**Entries shown**.
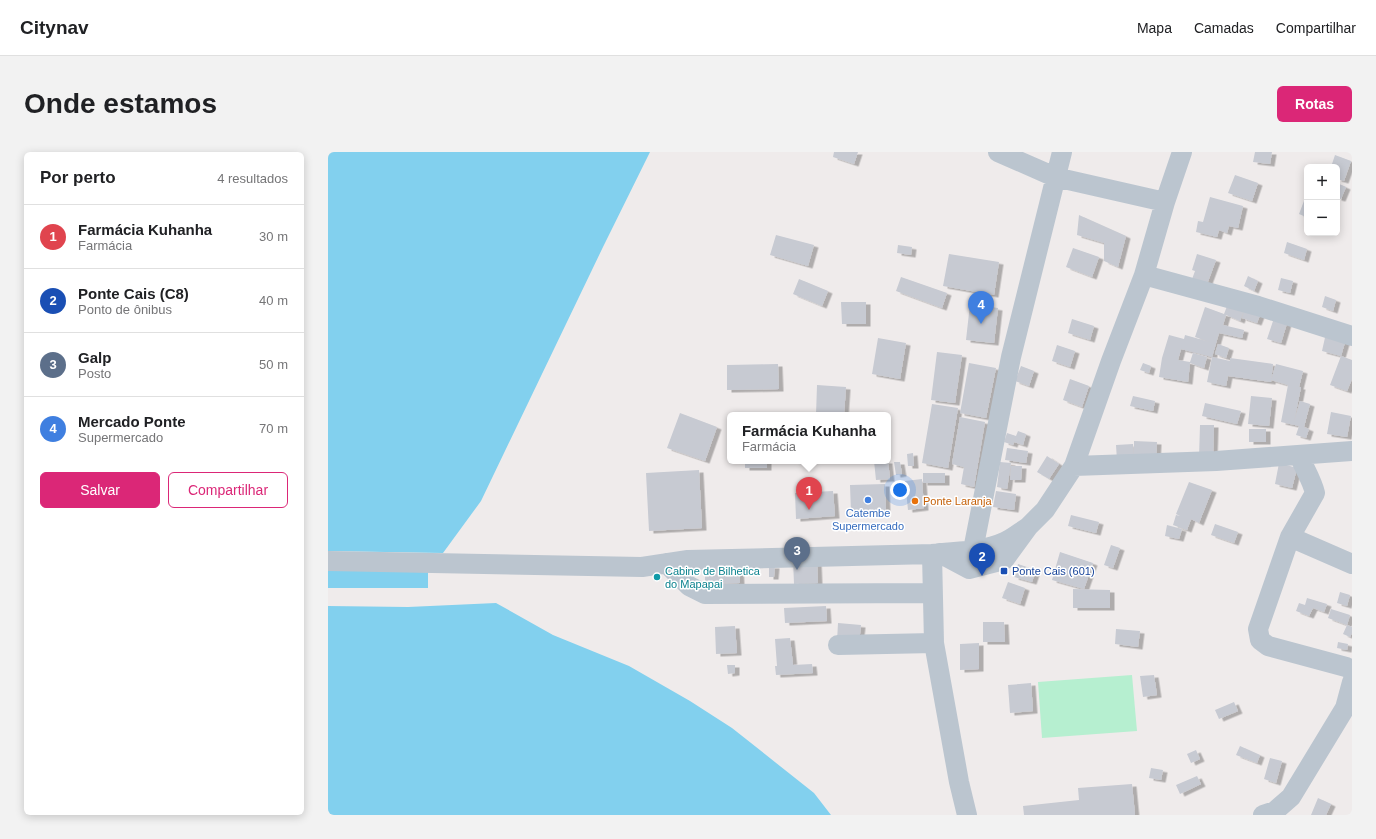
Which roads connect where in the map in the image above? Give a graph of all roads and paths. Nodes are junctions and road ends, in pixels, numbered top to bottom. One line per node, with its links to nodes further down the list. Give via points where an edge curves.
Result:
1 (998, 152): 4 (street)
2 (1062, 152): 4 (street)
3 (1182, 152): 5 (street)
4 (1055, 177): 5 (street); 13 (street, via 1011,357)
5 (1165, 202): 6 (street)
6 (1144, 275): 7 (street, via 1258,306); 10 (street)
7 (1352, 336)
8 (1352, 451): 9 (street)
9 (1299, 455): 10 (street); 12 (street, via 1315,494)
10 (1074, 466): 11 (street, via 1045,510)
11 (1028, 527): 13 (street, via 1005,542); 14 (street, via 1004,560 969,569)
12 (1290, 537): 17 (street); 21 (street, via 1258,629 1260,640 1268,646)
13 (973, 550): 14 (street)
14 (936, 554): 16 (street, via 688,560); 18 (street)
15 (328, 561): 16 (street, via 642,567)
16 (666, 563): 18 (street, via 689,586 706,594)
17 (1352, 564)
18 (932, 593): 19 (street)
19 (934, 643): 20 (street); 23 (street)
20 (838, 645)
21 (1352, 670)
22 (1352, 682): 24 (street, via 1345,708 1291,797 1275,811)
23 (967, 815)
24 (1264, 815)

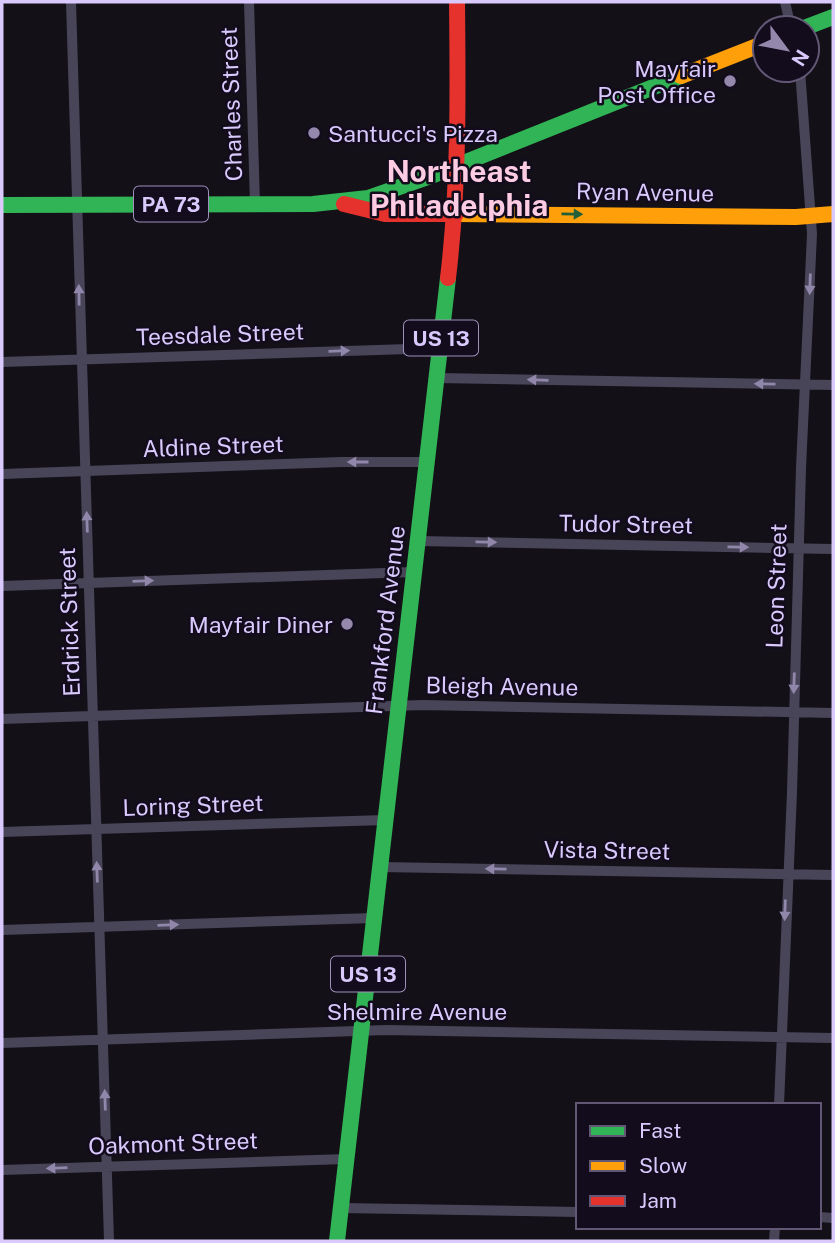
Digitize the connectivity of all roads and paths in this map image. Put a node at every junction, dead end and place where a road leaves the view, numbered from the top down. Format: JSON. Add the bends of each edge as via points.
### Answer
{"nodes":[{"id":1,"x":71,"y":2,"type":"edge"},
{"id":2,"x":249,"y":2,"type":"edge"},
{"id":3,"x":457,"y":2,"type":"edge"},
{"id":4,"x":751,"y":49,"type":"edge"},
{"id":5,"x":801,"y":84,"type":"edge"},
{"id":6,"x":458,"y":164,"type":"junction"},
{"id":7,"x":341,"y":203,"type":"junction"},
{"id":8,"x":255,"y":204,"type":"junction"},
{"id":9,"x":2,"y":205,"type":"edge"},
{"id":10,"x":77,"y":205,"type":"junction"},
{"id":11,"x":456,"y":214,"type":"junction"},
{"id":12,"x":833,"y":214,"type":"edge"},
{"id":13,"x":811,"y":216,"type":"junction"},
{"id":14,"x":440,"y":348,"type":"junction"},
{"id":15,"x":83,"y":359,"type":"junction"},
{"id":16,"x":2,"y":362,"type":"edge"},
{"id":17,"x":437,"y":378,"type":"junction"},
{"id":18,"x":806,"y":385,"type":"junction"},
{"id":19,"x":833,"y":385,"type":"edge"},
{"id":20,"x":426,"y":462,"type":"junction"},
{"id":21,"x":86,"y":471,"type":"junction"},
{"id":22,"x":2,"y":474,"type":"edge"},
{"id":23,"x":418,"y":541,"type":"junction"},
{"id":24,"x":798,"y":548,"type":"junction"},
{"id":25,"x":833,"y":549,"type":"edge"},
{"id":26,"x":414,"y":572,"type":"junction"},
{"id":27,"x":89,"y":583,"type":"junction"},
{"id":28,"x":2,"y":586,"type":"edge"},
{"id":29,"x":399,"y":706,"type":"junction"},
{"id":30,"x":793,"y":712,"type":"junction"},
{"id":31,"x":833,"y":713,"type":"edge"},
{"id":32,"x":94,"y":716,"type":"junction"},
{"id":33,"x":2,"y":719,"type":"edge"},
{"id":34,"x":386,"y":820,"type":"junction"},
{"id":35,"x":96,"y":829,"type":"junction"},
{"id":36,"x":2,"y":832,"type":"edge"},
{"id":37,"x":380,"y":867,"type":"junction"},
{"id":38,"x":787,"y":874,"type":"junction"},
{"id":39,"x":833,"y":875,"type":"edge"},
{"id":40,"x":374,"y":918,"type":"junction"},
{"id":41,"x":99,"y":927,"type":"junction"},
{"id":42,"x":2,"y":930,"type":"edge"},
{"id":43,"x":361,"y":1031,"type":"junction"},
{"id":44,"x":781,"y":1037,"type":"junction"},
{"id":45,"x":833,"y":1038,"type":"edge"},
{"id":46,"x":103,"y":1039,"type":"junction"},
{"id":47,"x":2,"y":1043,"type":"edge"},
{"id":48,"x":779,"y":1103,"type":"edge"},
{"id":49,"x":346,"y":1159,"type":"junction"},
{"id":50,"x":107,"y":1167,"type":"junction"},
{"id":51,"x":2,"y":1170,"type":"edge"},
{"id":52,"x":340,"y":1208,"type":"junction"},
{"id":53,"x":576,"y":1212,"type":"edge"},
{"id":54,"x":110,"y":1241,"type":"edge"},
{"id":55,"x":337,"y":1241,"type":"edge"}],
"edges":[{"from":1,"to":10,"type":"street","name":"Erdrick Street"},
{"from":2,"to":8,"type":"street","name":"Charles Street"},
{"from":3,"to":6,"type":"main road","name":"Frankford Avenue","number":"US 13"},
{"from":4,"to":6,"type":"main road","number":"PA 73"},
{"from":5,"to":13,"type":"street","name":"Leon Street"},
{"from":6,"to":7,"type":"main road","number":"PA 73","via":[[382,194]]},
{"from":6,"to":11,"type":"main road","name":"Frankford Avenue","number":"US 13"},
{"from":7,"to":8,"type":"main road","number":"PA 73"},
{"from":7,"to":11,"type":"main road","name":"Ryan Avenue","via":[[385,214]]},
{"from":8,"to":10,"type":"main road","number":"PA 73"},
{"from":9,"to":10,"type":"main road","number":"PA 73"},
{"from":15,"to":10,"type":"street","name":"Erdrick Street","one_way":true},
{"from":11,"to":13,"type":"main road","name":"Ryan Avenue","one_way":true},
{"from":11,"to":14,"type":"main road","name":"Frankford Avenue","number":"US 13"},
{"from":12,"to":13,"type":"main road","name":"Ryan Avenue"},
{"from":13,"to":18,"type":"street","name":"Leon Street","one_way":true},
{"from":15,"to":14,"type":"street","name":"Teesdale Street","one_way":true},
{"from":14,"to":17,"type":"main road","name":"Frankford Avenue","number":"US 13"},
{"from":15,"to":16,"type":"street","name":"Teesdale Street"},
{"from":15,"to":21,"type":"street","name":"Erdrick Street"},
{"from":18,"to":17,"type":"street","one_way":true},
{"from":17,"to":20,"type":"main road","name":"Frankford Avenue","number":"US 13"},
{"from":18,"to":19,"type":"street"},
{"from":18,"to":24,"type":"street","name":"Leon Street"},
{"from":20,"to":21,"type":"street","name":"Aldine Street","one_way":true},
{"from":20,"to":23,"type":"main road","name":"Frankford Avenue","number":"US 13"},
{"from":21,"to":22,"type":"street","name":"Aldine Street"},
{"from":27,"to":21,"type":"street","name":"Erdrick Street","one_way":true},
{"from":23,"to":24,"type":"street","name":"Tudor Street","one_way":true},
{"from":23,"to":26,"type":"main road","name":"Frankford Avenue","number":"US 13"},
{"from":24,"to":25,"type":"street","name":"Tudor Street"},
{"from":24,"to":30,"type":"street","name":"Leon Street","one_way":true},
{"from":27,"to":26,"type":"street","one_way":true},
{"from":26,"to":29,"type":"main road","name":"Frankford Avenue","number":"US 13"},
{"from":27,"to":28,"type":"street"},
{"from":27,"to":32,"type":"street","name":"Erdrick Street"},
{"from":29,"to":30,"type":"street","name":"Bleigh Avenue"},
{"from":29,"to":32,"type":"street","name":"Bleigh Avenue"},
{"from":29,"to":34,"type":"main road","name":"Frankford Avenue","number":"US 13"},
{"from":30,"to":31,"type":"street","name":"Bleigh Avenue"},
{"from":30,"to":38,"type":"street","name":"Leon Street"},
{"from":32,"to":33,"type":"street","name":"Bleigh Avenue"},
{"from":32,"to":35,"type":"street","name":"Erdrick Street"},
{"from":34,"to":35,"type":"street","name":"Loring Street"},
{"from":34,"to":37,"type":"main road","name":"Frankford Avenue","number":"US 13"},
{"from":35,"to":36,"type":"street","name":"Loring Street"},
{"from":41,"to":35,"type":"street","name":"Erdrick Street","one_way":true},
{"from":38,"to":37,"type":"street","name":"Vista Street","one_way":true},
{"from":37,"to":40,"type":"main road","name":"Frankford Avenue","number":"US 13"},
{"from":38,"to":39,"type":"street","name":"Vista Street"},
{"from":38,"to":44,"type":"street","name":"Leon Street","one_way":true},
{"from":41,"to":40,"type":"street","one_way":true},
{"from":40,"to":43,"type":"main road","name":"Frankford Avenue","number":"US 13"},
{"from":41,"to":42,"type":"street"},
{"from":41,"to":46,"type":"street","name":"Erdrick Street"},
{"from":43,"to":44,"type":"street","name":"Shelmire Avenue"},
{"from":43,"to":46,"type":"street","name":"Shelmire Avenue"},
{"from":43,"to":49,"type":"main road","name":"Frankford Avenue","number":"US 13"},
{"from":44,"to":45,"type":"street","name":"Shelmire Avenue"},
{"from":44,"to":48,"type":"street","name":"Leon Street"},
{"from":46,"to":47,"type":"street","name":"Shelmire Avenue"},
{"from":50,"to":46,"type":"street","name":"Erdrick Street","one_way":true},
{"from":49,"to":50,"type":"street","name":"Oakmont Street"},
{"from":49,"to":52,"type":"main road","name":"Frankford Avenue","number":"US 13"},
{"from":50,"to":51,"type":"street","name":"Oakmont Street","one_way":true},
{"from":50,"to":54,"type":"street","name":"Erdrick Street"},
{"from":52,"to":53,"type":"street"},
{"from":52,"to":55,"type":"main road","name":"Frankford Avenue","number":"US 13"}]}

**Problem details**.
Report how many lines of the records above contain the word "Bleigh", giving only the number.

**Task answer**.
4